EXCERPTED RECORDS:
===============

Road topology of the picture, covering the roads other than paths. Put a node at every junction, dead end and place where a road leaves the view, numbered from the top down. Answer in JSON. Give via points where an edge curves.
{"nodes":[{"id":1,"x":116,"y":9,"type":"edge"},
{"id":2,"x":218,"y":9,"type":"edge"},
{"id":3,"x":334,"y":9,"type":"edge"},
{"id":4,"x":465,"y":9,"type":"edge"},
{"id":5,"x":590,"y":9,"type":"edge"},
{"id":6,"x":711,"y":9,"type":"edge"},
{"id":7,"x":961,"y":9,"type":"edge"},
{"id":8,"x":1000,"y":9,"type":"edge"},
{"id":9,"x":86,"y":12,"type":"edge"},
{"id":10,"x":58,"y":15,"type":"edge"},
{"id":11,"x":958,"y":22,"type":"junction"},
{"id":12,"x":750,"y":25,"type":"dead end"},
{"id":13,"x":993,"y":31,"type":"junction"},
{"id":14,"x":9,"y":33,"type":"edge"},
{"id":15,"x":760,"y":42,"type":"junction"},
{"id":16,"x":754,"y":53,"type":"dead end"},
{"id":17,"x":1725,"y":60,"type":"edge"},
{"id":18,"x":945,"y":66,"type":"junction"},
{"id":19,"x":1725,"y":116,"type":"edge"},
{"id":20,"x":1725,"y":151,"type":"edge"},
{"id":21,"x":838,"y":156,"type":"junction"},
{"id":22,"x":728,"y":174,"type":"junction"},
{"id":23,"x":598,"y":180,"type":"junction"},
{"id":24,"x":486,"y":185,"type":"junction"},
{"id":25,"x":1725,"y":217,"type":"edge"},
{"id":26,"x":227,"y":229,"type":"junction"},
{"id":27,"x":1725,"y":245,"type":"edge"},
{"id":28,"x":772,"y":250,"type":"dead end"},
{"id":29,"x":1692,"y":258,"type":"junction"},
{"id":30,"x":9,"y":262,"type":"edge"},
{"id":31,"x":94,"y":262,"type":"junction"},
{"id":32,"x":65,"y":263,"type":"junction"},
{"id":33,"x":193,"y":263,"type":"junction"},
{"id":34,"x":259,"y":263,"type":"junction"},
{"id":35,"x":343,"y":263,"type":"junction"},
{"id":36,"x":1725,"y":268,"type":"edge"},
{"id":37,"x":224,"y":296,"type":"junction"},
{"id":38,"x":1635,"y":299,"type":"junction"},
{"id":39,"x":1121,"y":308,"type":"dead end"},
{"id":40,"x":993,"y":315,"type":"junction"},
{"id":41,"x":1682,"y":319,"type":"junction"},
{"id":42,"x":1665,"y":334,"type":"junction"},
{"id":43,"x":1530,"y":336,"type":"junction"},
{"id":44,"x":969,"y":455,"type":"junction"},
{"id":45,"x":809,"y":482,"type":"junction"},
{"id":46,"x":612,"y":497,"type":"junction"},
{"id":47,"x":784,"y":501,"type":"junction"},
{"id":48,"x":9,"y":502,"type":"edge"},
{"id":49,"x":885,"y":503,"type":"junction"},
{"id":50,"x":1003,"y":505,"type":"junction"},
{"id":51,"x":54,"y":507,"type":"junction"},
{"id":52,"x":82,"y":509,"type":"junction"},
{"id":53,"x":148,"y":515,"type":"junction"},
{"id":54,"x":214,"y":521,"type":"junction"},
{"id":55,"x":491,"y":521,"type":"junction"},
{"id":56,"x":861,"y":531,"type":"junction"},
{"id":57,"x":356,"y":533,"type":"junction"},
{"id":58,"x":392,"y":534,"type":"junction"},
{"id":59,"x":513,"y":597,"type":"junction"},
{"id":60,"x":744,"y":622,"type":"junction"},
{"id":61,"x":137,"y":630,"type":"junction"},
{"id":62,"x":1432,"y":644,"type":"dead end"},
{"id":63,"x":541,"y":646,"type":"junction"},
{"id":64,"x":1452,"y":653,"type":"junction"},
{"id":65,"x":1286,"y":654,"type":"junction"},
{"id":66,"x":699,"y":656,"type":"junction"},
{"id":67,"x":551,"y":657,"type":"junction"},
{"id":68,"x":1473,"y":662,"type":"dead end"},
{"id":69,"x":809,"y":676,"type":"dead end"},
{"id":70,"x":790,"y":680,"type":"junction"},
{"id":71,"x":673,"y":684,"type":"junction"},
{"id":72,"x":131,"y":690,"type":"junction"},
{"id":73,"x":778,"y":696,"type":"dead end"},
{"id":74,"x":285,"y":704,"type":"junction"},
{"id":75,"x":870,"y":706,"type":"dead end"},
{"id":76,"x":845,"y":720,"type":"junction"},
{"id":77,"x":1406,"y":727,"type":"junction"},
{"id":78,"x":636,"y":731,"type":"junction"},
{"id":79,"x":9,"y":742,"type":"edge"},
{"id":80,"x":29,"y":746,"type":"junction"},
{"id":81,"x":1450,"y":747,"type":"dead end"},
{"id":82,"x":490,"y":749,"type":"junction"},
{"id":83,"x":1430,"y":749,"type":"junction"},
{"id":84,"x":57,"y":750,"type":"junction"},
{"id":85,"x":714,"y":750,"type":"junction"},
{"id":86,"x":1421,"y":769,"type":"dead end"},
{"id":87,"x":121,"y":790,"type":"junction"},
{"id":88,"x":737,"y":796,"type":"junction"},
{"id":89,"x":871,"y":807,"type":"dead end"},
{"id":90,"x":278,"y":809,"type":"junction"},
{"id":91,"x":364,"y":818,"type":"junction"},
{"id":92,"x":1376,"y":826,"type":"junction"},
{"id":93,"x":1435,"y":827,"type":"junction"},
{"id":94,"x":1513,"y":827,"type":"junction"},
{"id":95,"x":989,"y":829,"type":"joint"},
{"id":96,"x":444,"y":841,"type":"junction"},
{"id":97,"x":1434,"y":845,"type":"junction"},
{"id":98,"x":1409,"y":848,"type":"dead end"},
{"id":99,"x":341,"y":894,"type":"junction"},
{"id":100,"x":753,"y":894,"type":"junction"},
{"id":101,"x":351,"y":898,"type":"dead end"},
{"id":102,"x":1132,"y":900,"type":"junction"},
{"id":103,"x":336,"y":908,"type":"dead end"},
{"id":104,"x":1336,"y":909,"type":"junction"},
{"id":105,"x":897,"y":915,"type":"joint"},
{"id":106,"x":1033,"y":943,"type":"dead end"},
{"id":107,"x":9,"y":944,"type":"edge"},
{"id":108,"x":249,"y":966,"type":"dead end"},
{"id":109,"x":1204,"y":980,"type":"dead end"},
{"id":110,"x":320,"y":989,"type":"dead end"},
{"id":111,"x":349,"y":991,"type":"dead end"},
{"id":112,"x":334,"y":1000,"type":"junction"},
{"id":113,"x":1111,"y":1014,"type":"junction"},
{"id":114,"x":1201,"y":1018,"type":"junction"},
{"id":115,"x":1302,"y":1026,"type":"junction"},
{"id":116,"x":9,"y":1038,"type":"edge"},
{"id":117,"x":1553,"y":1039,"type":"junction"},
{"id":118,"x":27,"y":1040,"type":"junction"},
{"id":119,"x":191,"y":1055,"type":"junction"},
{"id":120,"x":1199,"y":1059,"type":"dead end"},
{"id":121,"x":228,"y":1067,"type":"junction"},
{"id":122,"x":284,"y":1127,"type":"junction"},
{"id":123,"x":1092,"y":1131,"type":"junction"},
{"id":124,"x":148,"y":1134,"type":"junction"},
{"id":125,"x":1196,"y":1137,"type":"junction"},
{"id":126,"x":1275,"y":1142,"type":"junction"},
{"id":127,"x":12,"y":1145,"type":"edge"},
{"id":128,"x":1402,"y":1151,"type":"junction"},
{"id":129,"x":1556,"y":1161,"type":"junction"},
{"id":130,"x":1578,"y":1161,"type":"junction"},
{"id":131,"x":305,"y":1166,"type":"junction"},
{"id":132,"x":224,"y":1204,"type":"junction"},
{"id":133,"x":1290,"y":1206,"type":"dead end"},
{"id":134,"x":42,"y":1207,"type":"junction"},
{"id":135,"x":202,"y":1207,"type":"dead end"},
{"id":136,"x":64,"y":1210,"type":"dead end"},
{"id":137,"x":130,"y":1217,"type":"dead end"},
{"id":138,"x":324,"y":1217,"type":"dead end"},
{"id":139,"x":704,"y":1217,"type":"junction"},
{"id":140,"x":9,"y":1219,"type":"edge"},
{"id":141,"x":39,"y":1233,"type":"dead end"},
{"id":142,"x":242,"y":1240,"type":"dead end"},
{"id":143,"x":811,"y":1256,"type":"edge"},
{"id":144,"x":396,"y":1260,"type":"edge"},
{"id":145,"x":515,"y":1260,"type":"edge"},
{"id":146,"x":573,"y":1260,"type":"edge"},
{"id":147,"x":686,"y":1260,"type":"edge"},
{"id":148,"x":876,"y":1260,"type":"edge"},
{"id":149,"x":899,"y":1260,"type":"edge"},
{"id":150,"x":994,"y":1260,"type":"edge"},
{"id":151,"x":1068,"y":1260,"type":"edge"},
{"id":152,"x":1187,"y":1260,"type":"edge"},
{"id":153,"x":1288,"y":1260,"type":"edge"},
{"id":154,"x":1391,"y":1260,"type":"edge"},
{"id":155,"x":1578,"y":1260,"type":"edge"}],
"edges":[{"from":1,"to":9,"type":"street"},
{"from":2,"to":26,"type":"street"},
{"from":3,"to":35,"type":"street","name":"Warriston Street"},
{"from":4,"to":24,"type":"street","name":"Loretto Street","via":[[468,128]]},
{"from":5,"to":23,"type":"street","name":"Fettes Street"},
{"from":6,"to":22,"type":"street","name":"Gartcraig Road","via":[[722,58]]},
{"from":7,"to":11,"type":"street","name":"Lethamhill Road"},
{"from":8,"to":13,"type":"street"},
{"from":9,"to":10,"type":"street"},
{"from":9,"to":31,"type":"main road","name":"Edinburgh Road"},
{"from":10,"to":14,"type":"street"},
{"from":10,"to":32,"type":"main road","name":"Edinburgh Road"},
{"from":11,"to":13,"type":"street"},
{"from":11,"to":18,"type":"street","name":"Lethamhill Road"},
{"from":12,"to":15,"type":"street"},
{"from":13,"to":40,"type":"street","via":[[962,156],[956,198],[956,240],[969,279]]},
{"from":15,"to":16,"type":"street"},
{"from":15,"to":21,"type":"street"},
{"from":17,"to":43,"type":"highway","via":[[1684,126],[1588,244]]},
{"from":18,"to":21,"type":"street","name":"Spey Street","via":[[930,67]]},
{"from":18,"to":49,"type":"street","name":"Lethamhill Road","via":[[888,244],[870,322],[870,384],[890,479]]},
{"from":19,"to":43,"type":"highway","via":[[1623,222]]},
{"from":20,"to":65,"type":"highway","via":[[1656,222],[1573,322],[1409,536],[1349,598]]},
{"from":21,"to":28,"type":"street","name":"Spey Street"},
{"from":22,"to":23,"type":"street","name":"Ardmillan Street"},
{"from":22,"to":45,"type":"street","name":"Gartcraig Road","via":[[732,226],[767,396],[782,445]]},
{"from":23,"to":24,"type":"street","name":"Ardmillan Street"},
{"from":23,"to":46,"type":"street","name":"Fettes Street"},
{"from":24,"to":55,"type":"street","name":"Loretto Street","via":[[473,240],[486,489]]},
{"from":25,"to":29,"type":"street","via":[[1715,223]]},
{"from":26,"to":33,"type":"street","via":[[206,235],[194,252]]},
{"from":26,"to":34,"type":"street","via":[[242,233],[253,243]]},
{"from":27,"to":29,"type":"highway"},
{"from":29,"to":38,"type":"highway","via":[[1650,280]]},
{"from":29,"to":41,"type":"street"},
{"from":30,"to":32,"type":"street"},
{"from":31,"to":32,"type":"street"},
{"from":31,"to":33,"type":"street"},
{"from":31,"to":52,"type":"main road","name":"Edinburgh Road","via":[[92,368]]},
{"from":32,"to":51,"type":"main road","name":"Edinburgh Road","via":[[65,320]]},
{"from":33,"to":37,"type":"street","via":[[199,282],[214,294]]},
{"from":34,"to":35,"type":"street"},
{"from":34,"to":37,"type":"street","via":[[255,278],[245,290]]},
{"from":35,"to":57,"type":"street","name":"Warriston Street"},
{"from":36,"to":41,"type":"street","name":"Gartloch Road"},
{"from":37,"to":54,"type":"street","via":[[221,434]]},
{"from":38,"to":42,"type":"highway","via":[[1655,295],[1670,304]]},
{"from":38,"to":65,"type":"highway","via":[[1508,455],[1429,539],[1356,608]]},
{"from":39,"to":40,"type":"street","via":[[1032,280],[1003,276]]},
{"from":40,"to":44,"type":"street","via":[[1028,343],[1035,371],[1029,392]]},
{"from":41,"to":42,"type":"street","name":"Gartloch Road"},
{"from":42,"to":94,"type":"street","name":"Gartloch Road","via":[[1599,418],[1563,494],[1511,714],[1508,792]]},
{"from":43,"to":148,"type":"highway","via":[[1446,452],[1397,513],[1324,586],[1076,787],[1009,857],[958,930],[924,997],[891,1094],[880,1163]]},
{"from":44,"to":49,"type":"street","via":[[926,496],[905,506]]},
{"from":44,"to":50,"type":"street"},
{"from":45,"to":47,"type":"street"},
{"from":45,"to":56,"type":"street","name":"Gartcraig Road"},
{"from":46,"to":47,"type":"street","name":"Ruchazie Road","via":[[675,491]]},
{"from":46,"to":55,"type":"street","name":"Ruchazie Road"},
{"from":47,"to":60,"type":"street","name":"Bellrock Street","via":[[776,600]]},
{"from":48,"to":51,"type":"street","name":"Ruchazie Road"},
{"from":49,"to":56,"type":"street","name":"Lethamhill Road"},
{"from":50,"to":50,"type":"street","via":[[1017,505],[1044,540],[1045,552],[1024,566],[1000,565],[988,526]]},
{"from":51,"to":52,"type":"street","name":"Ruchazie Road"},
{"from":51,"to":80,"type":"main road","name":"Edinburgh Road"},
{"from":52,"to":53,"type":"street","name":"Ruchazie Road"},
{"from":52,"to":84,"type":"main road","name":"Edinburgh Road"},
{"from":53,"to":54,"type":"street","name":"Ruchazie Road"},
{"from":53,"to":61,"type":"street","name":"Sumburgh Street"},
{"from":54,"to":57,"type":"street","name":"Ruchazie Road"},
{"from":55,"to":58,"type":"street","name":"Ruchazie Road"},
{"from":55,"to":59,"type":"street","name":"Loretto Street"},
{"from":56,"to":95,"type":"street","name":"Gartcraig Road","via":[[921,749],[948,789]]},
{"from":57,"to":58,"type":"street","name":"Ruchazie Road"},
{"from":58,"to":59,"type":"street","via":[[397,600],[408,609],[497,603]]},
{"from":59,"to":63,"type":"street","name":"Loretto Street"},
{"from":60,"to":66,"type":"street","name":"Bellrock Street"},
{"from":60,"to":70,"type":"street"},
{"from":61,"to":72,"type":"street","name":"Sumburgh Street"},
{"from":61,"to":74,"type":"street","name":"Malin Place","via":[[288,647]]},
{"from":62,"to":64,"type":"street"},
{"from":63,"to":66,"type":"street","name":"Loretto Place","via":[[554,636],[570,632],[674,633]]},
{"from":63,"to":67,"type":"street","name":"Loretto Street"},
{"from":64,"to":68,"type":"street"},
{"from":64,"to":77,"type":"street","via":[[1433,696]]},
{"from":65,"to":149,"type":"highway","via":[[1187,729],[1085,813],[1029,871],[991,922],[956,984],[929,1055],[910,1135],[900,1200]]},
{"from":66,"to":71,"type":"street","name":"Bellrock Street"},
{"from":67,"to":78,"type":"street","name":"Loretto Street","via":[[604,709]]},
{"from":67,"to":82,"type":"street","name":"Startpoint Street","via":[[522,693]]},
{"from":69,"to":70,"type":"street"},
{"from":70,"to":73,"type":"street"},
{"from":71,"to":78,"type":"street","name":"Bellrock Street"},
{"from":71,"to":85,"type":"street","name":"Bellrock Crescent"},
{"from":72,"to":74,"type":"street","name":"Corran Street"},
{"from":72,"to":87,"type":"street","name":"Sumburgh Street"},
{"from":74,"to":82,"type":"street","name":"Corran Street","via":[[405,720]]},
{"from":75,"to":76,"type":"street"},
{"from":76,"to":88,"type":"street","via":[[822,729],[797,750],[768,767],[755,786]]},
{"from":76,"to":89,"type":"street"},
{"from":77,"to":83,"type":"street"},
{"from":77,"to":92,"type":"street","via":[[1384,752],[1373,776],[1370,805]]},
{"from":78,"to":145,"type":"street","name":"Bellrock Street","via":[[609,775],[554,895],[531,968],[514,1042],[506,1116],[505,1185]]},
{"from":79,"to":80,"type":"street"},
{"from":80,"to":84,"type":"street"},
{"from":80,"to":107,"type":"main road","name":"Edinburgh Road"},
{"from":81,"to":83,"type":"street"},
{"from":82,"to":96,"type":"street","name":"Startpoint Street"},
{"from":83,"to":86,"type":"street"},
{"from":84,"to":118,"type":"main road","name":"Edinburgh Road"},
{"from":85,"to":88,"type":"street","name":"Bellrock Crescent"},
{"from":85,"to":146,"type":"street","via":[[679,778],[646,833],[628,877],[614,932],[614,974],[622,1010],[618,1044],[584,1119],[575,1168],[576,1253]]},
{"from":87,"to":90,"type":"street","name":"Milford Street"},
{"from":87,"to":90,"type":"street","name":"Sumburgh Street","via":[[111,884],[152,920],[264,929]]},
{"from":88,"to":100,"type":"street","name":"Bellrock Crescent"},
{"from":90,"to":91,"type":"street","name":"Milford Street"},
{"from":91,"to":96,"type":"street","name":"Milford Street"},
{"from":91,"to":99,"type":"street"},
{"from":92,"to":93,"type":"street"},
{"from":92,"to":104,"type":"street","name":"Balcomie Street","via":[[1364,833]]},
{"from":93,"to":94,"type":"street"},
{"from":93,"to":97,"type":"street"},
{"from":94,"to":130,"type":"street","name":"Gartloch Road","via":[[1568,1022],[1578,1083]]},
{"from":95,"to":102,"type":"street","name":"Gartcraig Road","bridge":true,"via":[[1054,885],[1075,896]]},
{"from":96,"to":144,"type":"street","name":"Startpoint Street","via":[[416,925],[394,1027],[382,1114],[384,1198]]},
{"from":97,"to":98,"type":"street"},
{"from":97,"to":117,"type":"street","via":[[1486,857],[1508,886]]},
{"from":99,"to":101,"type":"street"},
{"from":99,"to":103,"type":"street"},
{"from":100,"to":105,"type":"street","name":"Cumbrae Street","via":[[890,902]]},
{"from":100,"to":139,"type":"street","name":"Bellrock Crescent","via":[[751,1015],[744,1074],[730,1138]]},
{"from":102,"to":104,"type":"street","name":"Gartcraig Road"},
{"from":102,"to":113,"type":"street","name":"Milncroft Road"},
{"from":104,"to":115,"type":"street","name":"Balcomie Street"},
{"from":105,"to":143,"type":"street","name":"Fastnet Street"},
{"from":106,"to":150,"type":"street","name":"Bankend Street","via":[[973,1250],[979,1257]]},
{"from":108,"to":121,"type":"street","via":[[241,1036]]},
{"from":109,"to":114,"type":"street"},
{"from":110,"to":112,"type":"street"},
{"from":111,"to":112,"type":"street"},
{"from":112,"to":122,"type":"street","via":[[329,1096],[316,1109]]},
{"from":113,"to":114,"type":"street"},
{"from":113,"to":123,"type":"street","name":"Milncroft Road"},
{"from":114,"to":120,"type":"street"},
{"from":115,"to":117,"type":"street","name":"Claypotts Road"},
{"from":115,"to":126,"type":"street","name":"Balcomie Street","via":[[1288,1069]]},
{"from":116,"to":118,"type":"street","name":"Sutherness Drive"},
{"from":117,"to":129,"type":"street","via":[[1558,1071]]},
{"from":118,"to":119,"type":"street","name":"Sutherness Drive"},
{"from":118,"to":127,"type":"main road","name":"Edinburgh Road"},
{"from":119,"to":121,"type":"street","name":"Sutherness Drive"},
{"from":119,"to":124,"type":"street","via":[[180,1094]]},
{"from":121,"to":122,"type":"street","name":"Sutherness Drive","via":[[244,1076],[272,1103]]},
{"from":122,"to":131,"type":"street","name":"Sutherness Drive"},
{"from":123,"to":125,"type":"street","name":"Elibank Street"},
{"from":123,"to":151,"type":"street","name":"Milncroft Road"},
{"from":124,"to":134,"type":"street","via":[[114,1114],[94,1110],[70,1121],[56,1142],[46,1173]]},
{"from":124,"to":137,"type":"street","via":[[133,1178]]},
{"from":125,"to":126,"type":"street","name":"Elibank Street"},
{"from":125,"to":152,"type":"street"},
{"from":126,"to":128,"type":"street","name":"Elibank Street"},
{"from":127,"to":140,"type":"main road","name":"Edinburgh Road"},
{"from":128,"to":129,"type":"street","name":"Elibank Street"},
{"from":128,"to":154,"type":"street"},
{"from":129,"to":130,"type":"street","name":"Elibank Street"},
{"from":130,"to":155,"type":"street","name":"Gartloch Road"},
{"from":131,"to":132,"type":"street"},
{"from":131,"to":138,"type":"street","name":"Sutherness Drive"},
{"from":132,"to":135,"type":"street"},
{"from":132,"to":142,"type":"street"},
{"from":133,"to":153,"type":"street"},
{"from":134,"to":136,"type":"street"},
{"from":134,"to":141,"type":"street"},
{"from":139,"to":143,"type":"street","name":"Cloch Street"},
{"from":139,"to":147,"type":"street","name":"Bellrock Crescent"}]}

===============

PROBLEM TO SOLVE:
This exercise requires the lines of the entries containing the string "Gartcraig".

ANSWER SPACE:
{"from":6,"to":22,"type":"street","name":"Gartcraig Road","via":[[722,58]]},
{"from":22,"to":45,"type":"street","name":"Gartcraig Road","via":[[732,226],[767,396],[782,445]]},
{"from":45,"to":56,"type":"street","name":"Gartcraig Road"},
{"from":56,"to":95,"type":"street","name":"Gartcraig Road","via":[[921,749],[948,789]]},
{"from":95,"to":102,"type":"street","name":"Gartcraig Road","bridge":true,"via":[[1054,885],[1075,896]]},
{"from":102,"to":104,"type":"street","name":"Gartcraig Road"},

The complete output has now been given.